Il reste évidemment des questions : qui est capable de maîtriser une telle approche ? Pour l'instant, ce genre d'outil est plutôt conçu pour des spécialistes. Comment en « dégraisser » tel ou tel aspect pour en faciliter l'utilisation, quitte à avoir une voilure un peu réduite ? Comment utiliser la plateforme pour permettre aux autorités politiques de communiquer ? Il s'agirait alors de ne pas s'en servir seulement pour élaborer des décisions mais aussi pour expliquer pourquoi telle décision a été prise ; ceci serait très utile pour amoindrir cet effet « girouette » qui peut apparaître lorsque les pouvoirs publics changent de position parce que la situation a un peu changé et qu'un basculement entre deux décisions devient inévitable.

Le dernier exemple tiré de nos entretiens, bien que complètement différent, est lui aussi tout à fait remarquable. Il s'agit d'une petite et moyenne entreprise (PME) californienne dont Pierre Haren est le patron. C'est un Français, membre de l'Académie des technologies, lui aussi ancien d'iLog.

Il a développé avec ses collaborateurs un système qui s'occupe de trouver des corrélations entre faits et évènements. Je parle bien de corrélations et non de causalités. Les causalités peuvent être postulées et il est possible, à l'aide de statistiques, de les valider ou les invalider, c'est-à-dire de voir si telle hypothèse de causalité est effectivement compatible avec ce que nous observons ou non. On ne découvre pas des causalités simplement à partir de l'analyse de flux statistiques. Une branche entière des statistiques s'occupe de la causalité. Judea Pearl travaille sur ce sujet depuis les années 1980 et est toujours actif. Il a développé le concept qu'illustre la planche actuellement projetée, à savoir les réseaux causaux ou réseaux bayésiens. Ils permettent de décrire des causalités entre des faits de natures différentes et de déduire des probabilités d'occurrence d'un « fait conséquence » sachant qu'un « fait cause » s'est déroulé. C'est typiquement ce que signifie ce type de de graphe.

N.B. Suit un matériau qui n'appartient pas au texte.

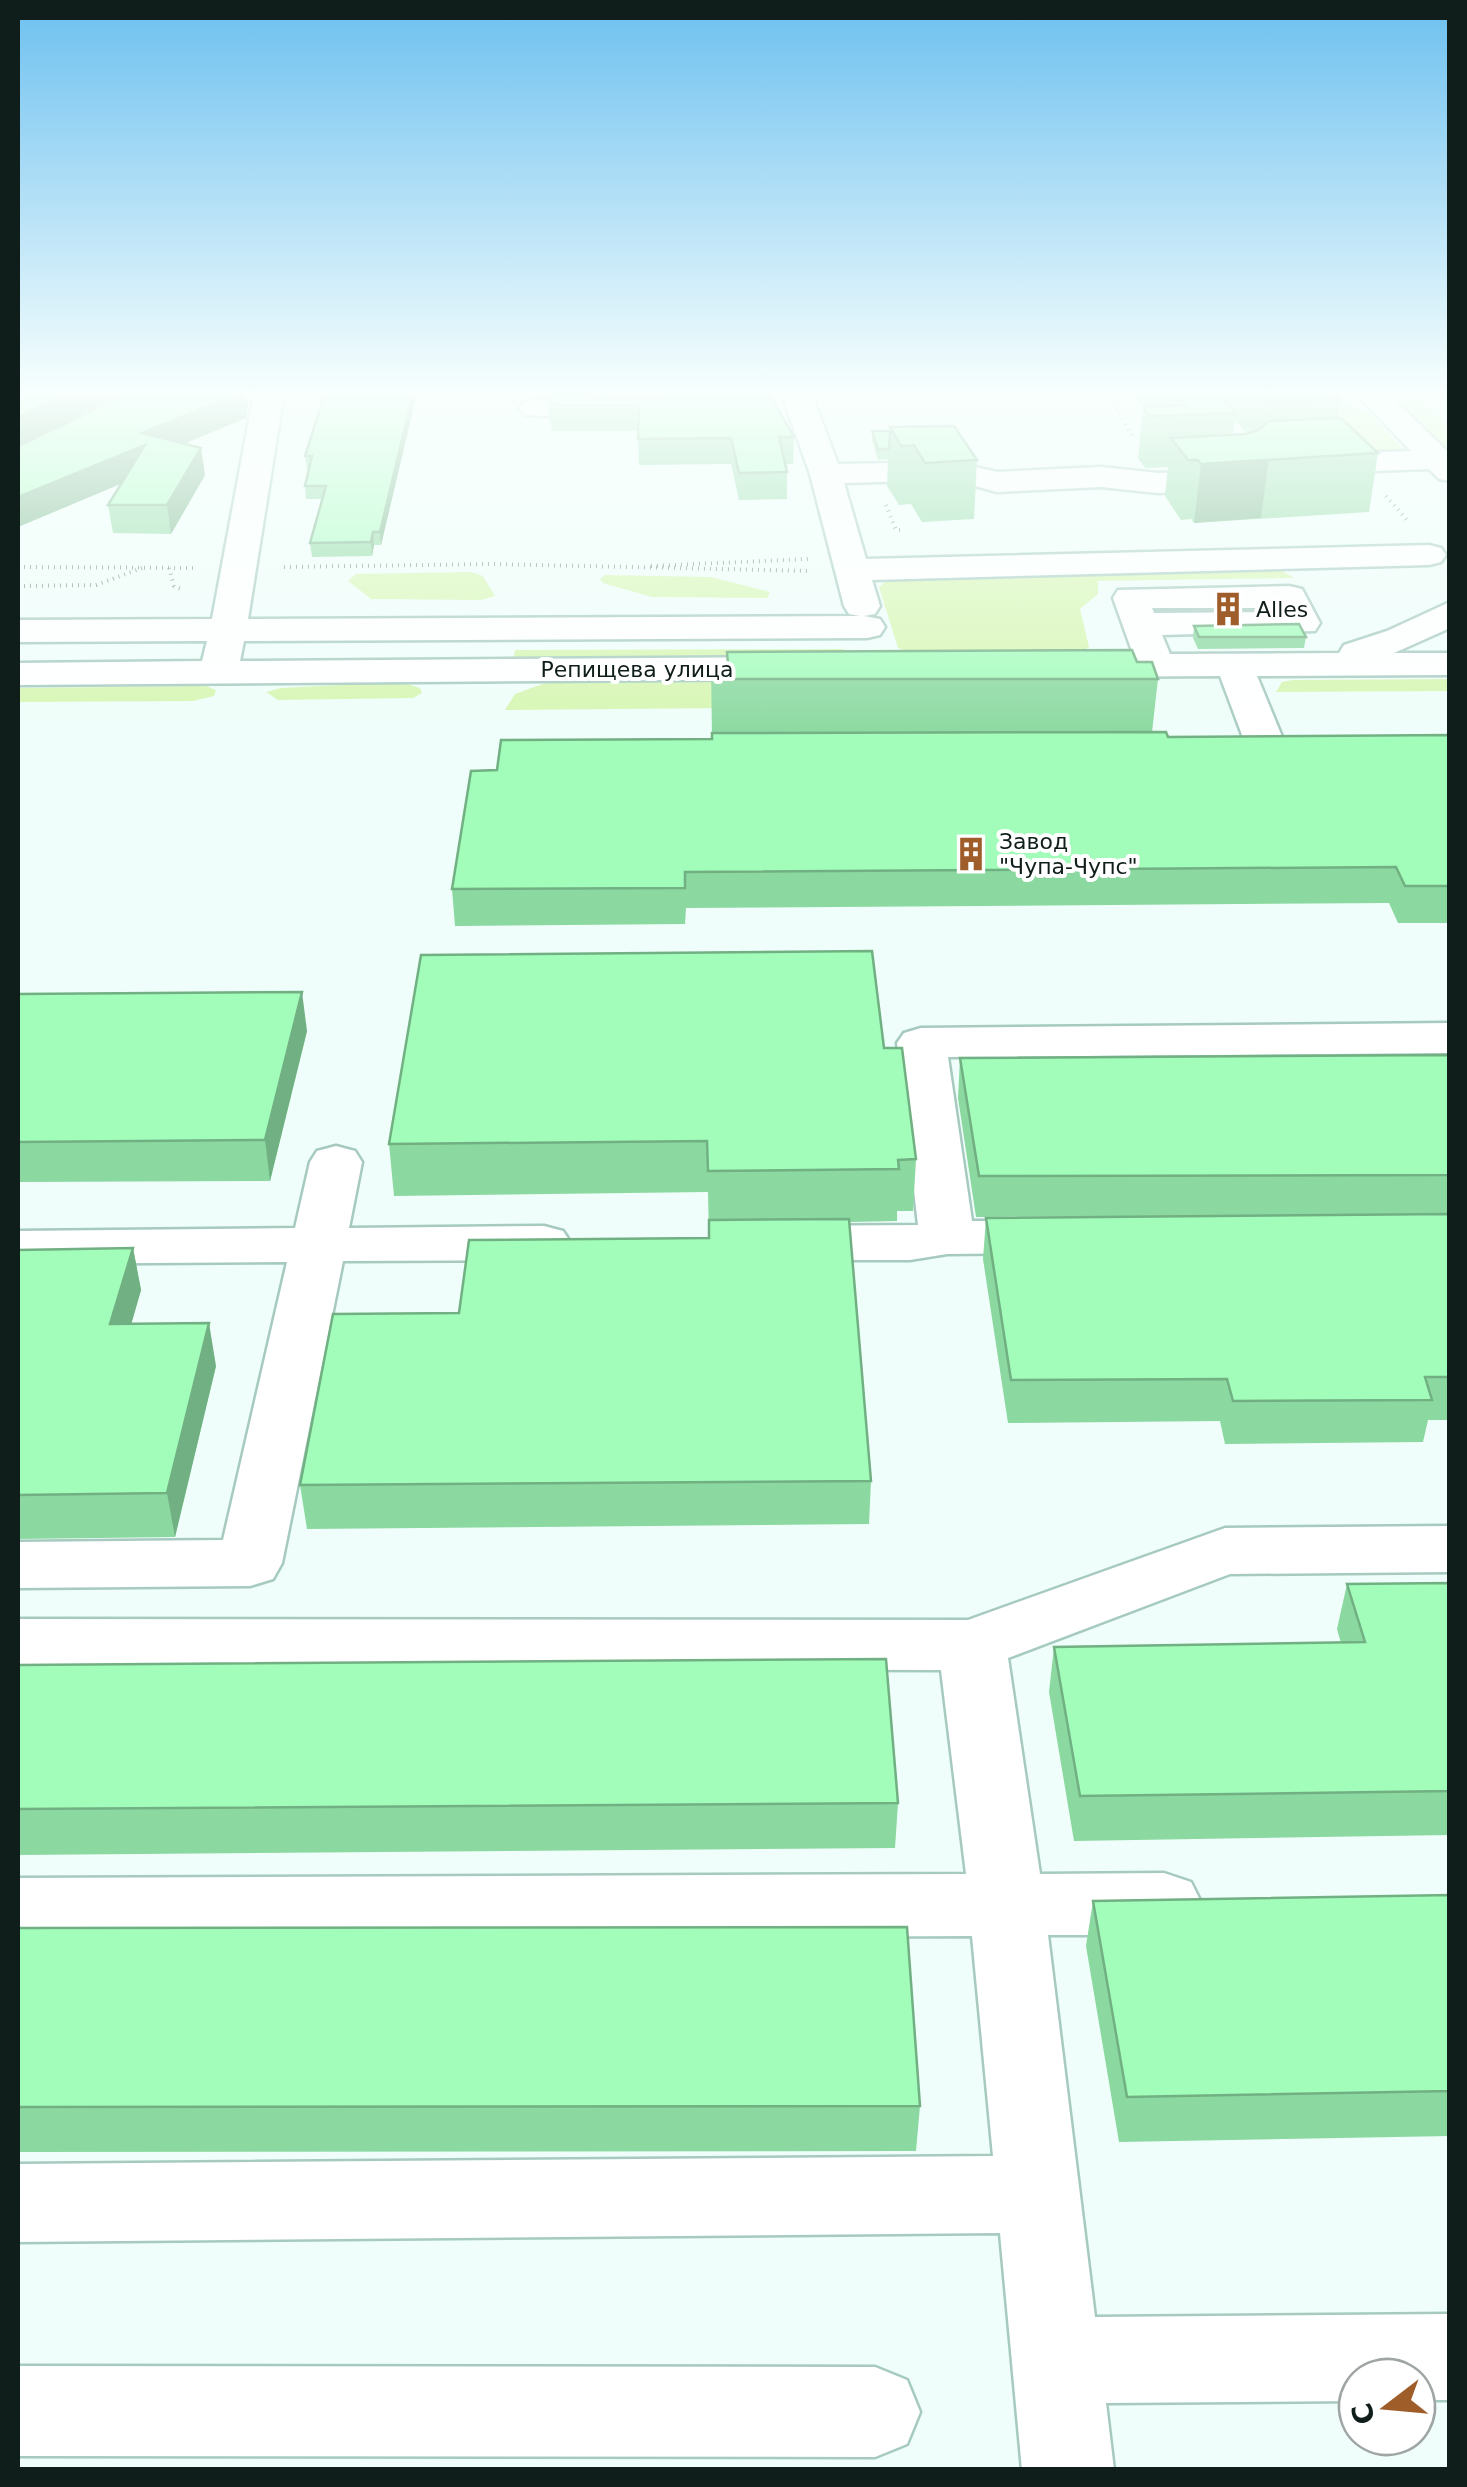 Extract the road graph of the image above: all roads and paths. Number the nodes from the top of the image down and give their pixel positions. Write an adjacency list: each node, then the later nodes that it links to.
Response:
1 (251, 509): 8 (street)
2 (832, 509): 5 (street)
3 (1395, 509): 4 (path)
4 (1421, 540): 5 (street)
5 (853, 565): 9 (path); 9 (path); 13 (street)
6 (18, 568): 7 (path)
7 (143, 568): 8 (path); 10 (path)
8 (242, 568): 9 (path); 13 (street)
9 (630, 569)
10 (18, 586)
11 (1206, 612): 17 (street)
12 (1450, 613): 16 (street)
13 (230, 629): 14 (street); 20 (street)
14 (18, 631)
15 (1450, 664): 16 (street)
16 (1316, 665): 18 (street)
17 (1155, 666): 18 (street); 22 (street)
18 (1234, 666): 23 (street)
19 (816, 668): 20 (street, Репищева улица)
20 (217, 673): 21 (street, Репищева улица)
21 (18, 674)
22 (1061, 674)
23 (1450, 749)
24 (1450, 1038): 27 (street)
25 (336, 1162): 28 (street)
26 (1101, 1237): 27 (street)
27 (946, 1238): 30 (street)
28 (318, 1243): 29 (street); 31 (street); 33 (street)
29 (594, 1243)
30 (732, 1243)
31 (18, 1247)
32 (1450, 1549): 35 (street)
33 (18, 1565)
34 (18, 1643): 35 (street)
35 (972, 1645): 37 (street)
36 (1238, 1902): 37 (street)
37 (1008, 1907): 38 (street); 39 (street)
38 (18, 1909)
39 (1038, 2194): 40 (street); 42 (street)
40 (18, 2203)
41 (1450, 2357): 42 (street)
42 (1056, 2360): 45 (street)
43 (18, 2411): 44 (street)
44 (875, 2412)
45 (1068, 2470)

La société CausalityLink développe un outil dont le débouché principal est les salles de marché. Les financiers souhaitent prédire des cours de bourse à partir de faits observés dans le monde réel et le monde économique. Typiquement, si la Chine se met à accélérer le rythme des constructions, cela provoque une consommation d'acier en raison de l'armature du béton ce qui fait monter le prix de l'acier et ce renchérissement de l'acier a un impact sur les profits de General Motors qui, en retour, ne peut pas augmenter aussi vite le prix de ses voitures.

Ce genre de causalité peut être inféré par des analystes et se retrouver dans des flux d'information mis en ligne sur le Web dans le monde entier. L'outil de CausalityLink traite 24 langues ce qui lui donne accès à un réservoir d'informations incomparable. Il enchaîne des déductions pour obtenir de longues chaînes de causalités qui sont normalement inaccessibles au raisonnement humain. Cet enchaînement de petits raisonnements humains de causalités permet d'obtenir des informations vraiment nouvelles. L'outil complète ces causalités par des informations quantitatives qu'ils agrègent pour en tirer des indicateurs.

CausalityLink a commencé à produire des prévisions sur les secteurs impactés par la Covid au printemps 2020, donc voici un peu plus d'un an. La planche actuellement projetée montre la comparaison entre ces prévisions et la situation observée, selon les différents secteurs industriels impactés.

Ce système utilise beaucoup d'analyse de texte et beaucoup de raisonnements de type inférence causale, donc de réseaux bayésiens.

Le groupe de travail de l'Académie a abordé une autre dimension du sujet, car s'intéresser à la seule propagation du virus n'est pas suffisant. En effet, la propagation d'un virus dans une population humaine provoque des conséquences qui dépendent de l'état de santé de la population ainsi que des comportements qu'elle adopte ; il y a donc interaction et rétroaction entre les développements épidémiques et les comportements. Les épidémiologistes en ont tenu compte pour adapter leurs modèles en les compartimentant selon les typologies de population et en calant sur les données observées les divers coefficients des équations différentielles pour chacun de ces compartiments.

Laurent Gouzènes développera certainement le paradoxe de la conduite automobile en regardant dans le rétroviseur… C'est le principe de cette approche : en regardant ce qu'il s'est passé dans les trois ou quatre semaines précédentes, on peut recaler les paramètres des modèles compartimentés puis utiliser le modèle ainsi recalé sur les données les plus récentes pour prédire ce qu'il se passera dans le mois ou les deux mois à suivre.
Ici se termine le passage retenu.